*** Opening of DATASET ENTRIES ***
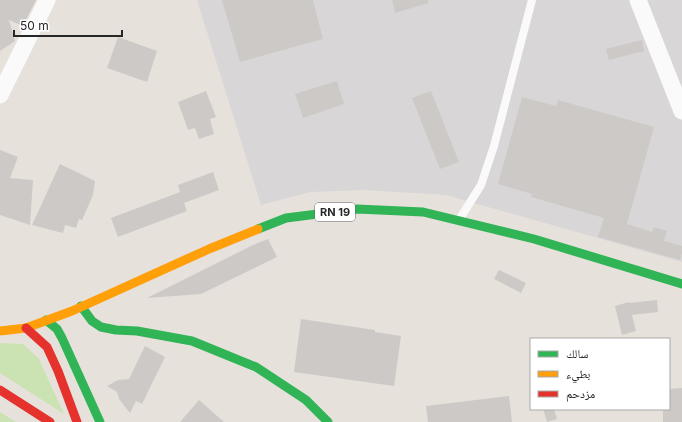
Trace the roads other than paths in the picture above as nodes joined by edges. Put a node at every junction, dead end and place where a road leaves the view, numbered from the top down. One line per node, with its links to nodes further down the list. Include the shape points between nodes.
1 (47, 0): 4 (street)
2 (532, 0): 6 (lane, via 494,146 481,185)
3 (638, 0): 5 (street)
4 (0, 95)
5 (682, 111)
6 (458, 221): 7 (main road, RN 19, via 534,239); 8 (main road, RN 19, via 423,212 357,209 286,218)
7 (682, 284)
8 (81, 306): 9 (main road, RN 19); 16 (main road, via 92,321 101,327 192,341 256,367 306,400)
9 (46, 320): 10 (main road, RN 19); 15 (main road, via 57,329 62,338)
10 (26, 328): 11 (main road, RN 19); 14 (main road, via 47,347 52,356)
11 (0, 331)
12 (0, 390): 13 (main road)
13 (50, 422)
14 (77, 422)
15 (100, 422)
16 (328, 422)

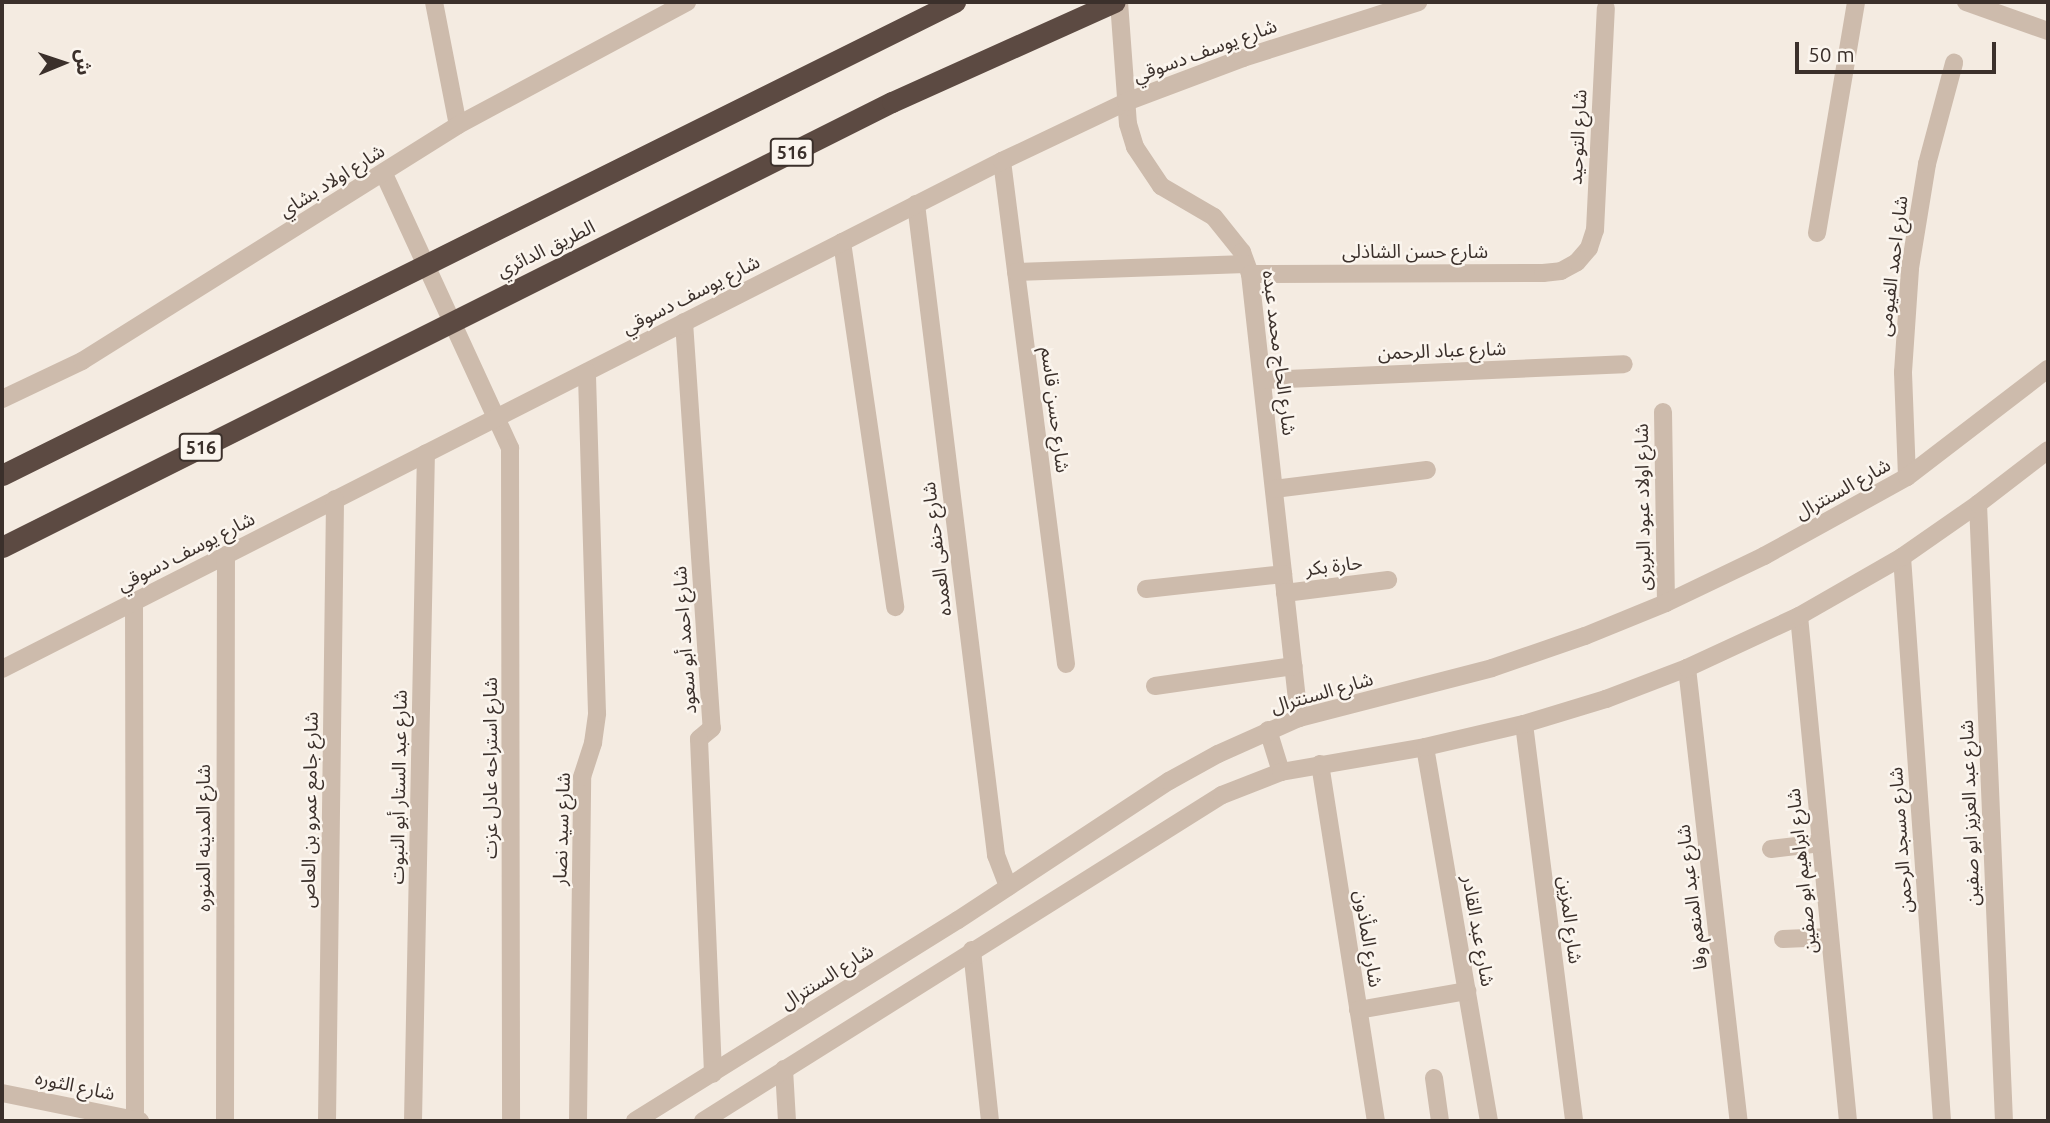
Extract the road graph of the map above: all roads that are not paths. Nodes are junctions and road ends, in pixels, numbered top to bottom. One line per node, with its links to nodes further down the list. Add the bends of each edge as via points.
1 (434, 2): 12 (street)
2 (687, 2): 12 (street, شارع اولاد بشاي)
3 (955, 2): 32 (highway, الطريق الدائري)
4 (1117, 2): 11 (street, شارع الحاج محمد عبده); 37 (highway, الطريق الدائري / 516, via 892,102)
5 (1418, 2): 11 (street, شارع يوسف دسوقي, via 1242,58)
6 (1856, 2): 16 (street)
7 (1966, 2): 9 (street)
8 (1606, 8): 18 (street, شارع التوحيد, via 1595,230 1589,248)
9 (2048, 31)
10 (1954, 63): 33 (street, شارع احمد الفيومى, via 1927,164 1910,268 1903,372)
11 (1126, 102): 13 (street, شارع يوسف دسوقي); 19 (street, شارع الحاج محمد عبده, via 1128,124 1146,167 1161,186 1214,217 1229,233)
12 (458, 125): 14 (street, شارع اولاد بشاي)
13 (1002, 161): 15 (street, شارع يوسف دسوقي); 20 (street, شارع حسن قاسم)
14 (384, 174): 26 (street, شارع اولاد بشاي, via 82,361); 28 (street, شارع استراحه عادل عزت)
15 (916, 204): 17 (street, شارع يوسف دسوقي); 61 (street, شارع حنفى العمده, via 996,855)
16 (1817, 233)
17 (842, 242): 21 (street, شارع يوسف دسوقي); 46 (street)
18 (1577, 262): 19 (street, شارع حسن الشاذلى, via 1561,271 1543,273)
19 (1248, 269): 20 (street, شارع حسن الشاذلى); 25 (street, شارع الحاج محمد عبده)
20 (1016, 272): 48 (street, شارع حسن قاسم)
21 (684, 322): 24 (street, شارع يوسف دسوقي); 68 (street, شارع احمد أبو سعود, via 712,728 699,739)
22 (1624, 364): 25 (street, شارع عباد الرحمن)
23 (2048, 369): 33 (street, شارع السنترال)
24 (587, 372): 28 (street, شارع يوسف دسوقي); 76 (street, شارع سيد نصار, via 597,713 582,777)
25 (1262, 380): 34 (street, شارع الحاج محمد عبده)
26 (2, 398)
27 (1663, 412): 45 (street, شارع اولاد عبود البربرى)
28 (496, 418): 30 (street, شارع يوسف دسوقي); 75 (street, شارع استراحه عادل عزت, via 508,440 512,465)
29 (2048, 450): 36 (street)
30 (426, 453): 35 (street, شارع يوسف دسوقي); 74 (street, شارع عبد الستار أبو النبوت)
31 (1427, 470): 34 (street)
32 (2, 475)
33 (1907, 477): 45 (street, شارع السنترال, via 1764,556)
34 (1274, 489): 40 (street, شارع الحاج محمد عبده)
35 (335, 499): 38 (street, شارع يوسف دسوقي); 73 (street, شارع جامع عمرو بن العاص)
36 (1978, 504): 39 (street); 88 (street, شارع عبد العزيز ابو صفين)
37 (2, 547)
38 (226, 555): 44 (street, شارع يوسف دسوقي); 72 (street, شارع المدينه المنوره)
39 (1902, 556): 47 (street); 87 (street, شارع مسجد الرحمن)
40 (1283, 574): 42 (street); 43 (street, شارع الحاج محمد عبده)
41 (1388, 580): 43 (street, حارة بكر)
42 (1146, 589)
43 (1285, 593): 49 (street, شارع الحاج محمد عبده)
44 (134, 601): 51 (street, شارع يوسف دسوقي); 71 (street)
45 (1666, 603): 53 (street, شارع السنترال, via 1492,668)
46 (895, 607)
47 (1799, 616): 50 (street); 59 (street, شارع ابراهيم ابو صفين)
48 (1066, 664)
49 (1294, 666): 52 (street); 53 (street, شارع الحاج محمد عبده)
50 (1687, 668): 54 (street); 85 (street, شارع عبد المنعم وفا)
51 (2, 669)
52 (1155, 686)
53 (1299, 718): 55 (street, شارع السنترال)
54 (1524, 724): 56 (street); 84 (street, شارع المزين)
55 (1268, 730): 58 (street); 61 (street, شارع السنترال, via 1169,781)
56 (1425, 747): 57 (street); 65 (street, شارع عبد القادر)
57 (1320, 764): 58 (street); 66 (street, شارع المأذون)
58 (1281, 772): 64 (street, via 1191,811)
59 (1821, 843): 60 (street); 62 (street, شارع ابراهيم ابو صفين)
60 (1771, 849)
61 (1008, 887): 68 (street, شارع السنترال)
62 (1830, 937): 63 (street); 86 (street, شارع ابراهيم ابو صفين)
63 (1783, 940)
64 (972, 950): 67 (street); 80 (street)
65 (1467, 992): 66 (street); 83 (street, شارع عبد القادر)
66 (1358, 1010): 81 (street, شارع المأذون)
67 (784, 1069): 78 (street); 79 (street)
68 (713, 1074): 77 (street, شارع السنترال)
69 (1434, 1078): 82 (street)
70 (2, 1093): 71 (street, شارع الثوره)
71 (137, 1121)
72 (225, 1121)
73 (327, 1121)
74 (413, 1121)
75 (511, 1121)
76 (578, 1121)
77 (635, 1121)
78 (703, 1121)
79 (787, 1121)
80 (990, 1121)
81 (1376, 1121)
82 (1440, 1121)
83 (1489, 1121)
84 (1573, 1121)
85 (1739, 1121)
86 (1848, 1121)
87 (1942, 1121)
88 (2004, 1121)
*** Close of DATASET ENTRIES ***
■ EXERCISE: The task calls for every line of the material that contains the string "الرحمن".

■ OUTPUT OF THE TASK:
22 (1624, 364): 25 (street, شارع عباد الرحمن)
39 (1902, 556): 47 (street); 87 (street, شارع مسجد الرحمن)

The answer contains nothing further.